Copy all lines in the data that contain the string "باهنر".

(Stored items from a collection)
BEGIN

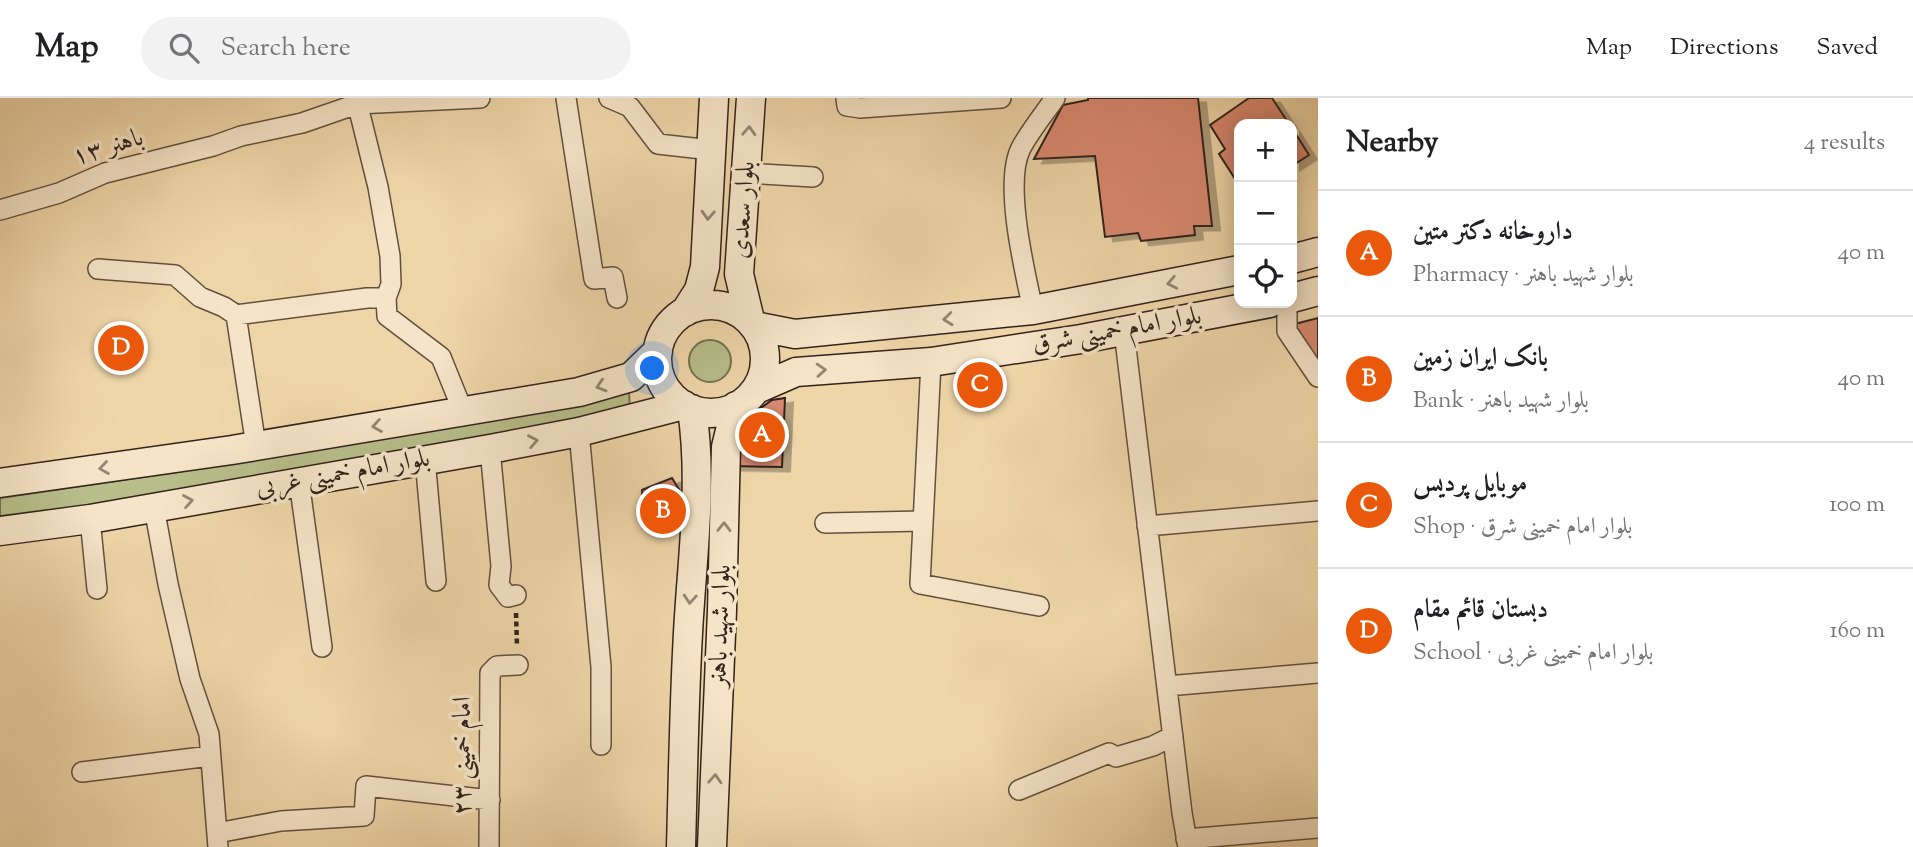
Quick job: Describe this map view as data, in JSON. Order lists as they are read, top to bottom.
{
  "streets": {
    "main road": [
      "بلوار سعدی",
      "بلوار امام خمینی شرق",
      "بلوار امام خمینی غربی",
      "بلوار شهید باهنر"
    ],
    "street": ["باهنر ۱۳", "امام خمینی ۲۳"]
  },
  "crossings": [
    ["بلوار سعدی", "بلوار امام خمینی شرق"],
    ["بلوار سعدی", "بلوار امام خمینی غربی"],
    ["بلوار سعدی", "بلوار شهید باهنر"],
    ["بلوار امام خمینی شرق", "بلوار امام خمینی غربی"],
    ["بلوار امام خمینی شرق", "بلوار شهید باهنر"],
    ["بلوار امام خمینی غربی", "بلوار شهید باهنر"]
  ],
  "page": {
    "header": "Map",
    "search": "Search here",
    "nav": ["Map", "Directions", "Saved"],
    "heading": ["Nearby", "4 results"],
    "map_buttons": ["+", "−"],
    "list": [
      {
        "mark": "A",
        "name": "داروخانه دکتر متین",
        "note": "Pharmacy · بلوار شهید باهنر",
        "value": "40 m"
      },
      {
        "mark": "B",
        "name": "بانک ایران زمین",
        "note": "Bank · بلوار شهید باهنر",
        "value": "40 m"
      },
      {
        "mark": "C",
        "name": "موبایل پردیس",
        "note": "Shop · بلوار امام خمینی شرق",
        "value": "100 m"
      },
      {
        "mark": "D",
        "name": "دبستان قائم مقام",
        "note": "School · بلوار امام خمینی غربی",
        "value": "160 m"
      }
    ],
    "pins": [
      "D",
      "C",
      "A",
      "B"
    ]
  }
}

END

Answer to this problem>
      "بلوار شهید باهنر"
    "street": ["باهنر ۱۳", "امام خمینی ۲۳"]
    ["بلوار سعدی", "بلوار شهید باهنر"],
    ["بلوار امام خمینی شرق", "بلوار شهید باهنر"],
    ["بلوار امام خمینی غربی", "بلوار شهید باهنر"]
        "note": "Pharmacy · بلوار شهید باهنر",
        "note": "Bank · بلوار شهید باهنر",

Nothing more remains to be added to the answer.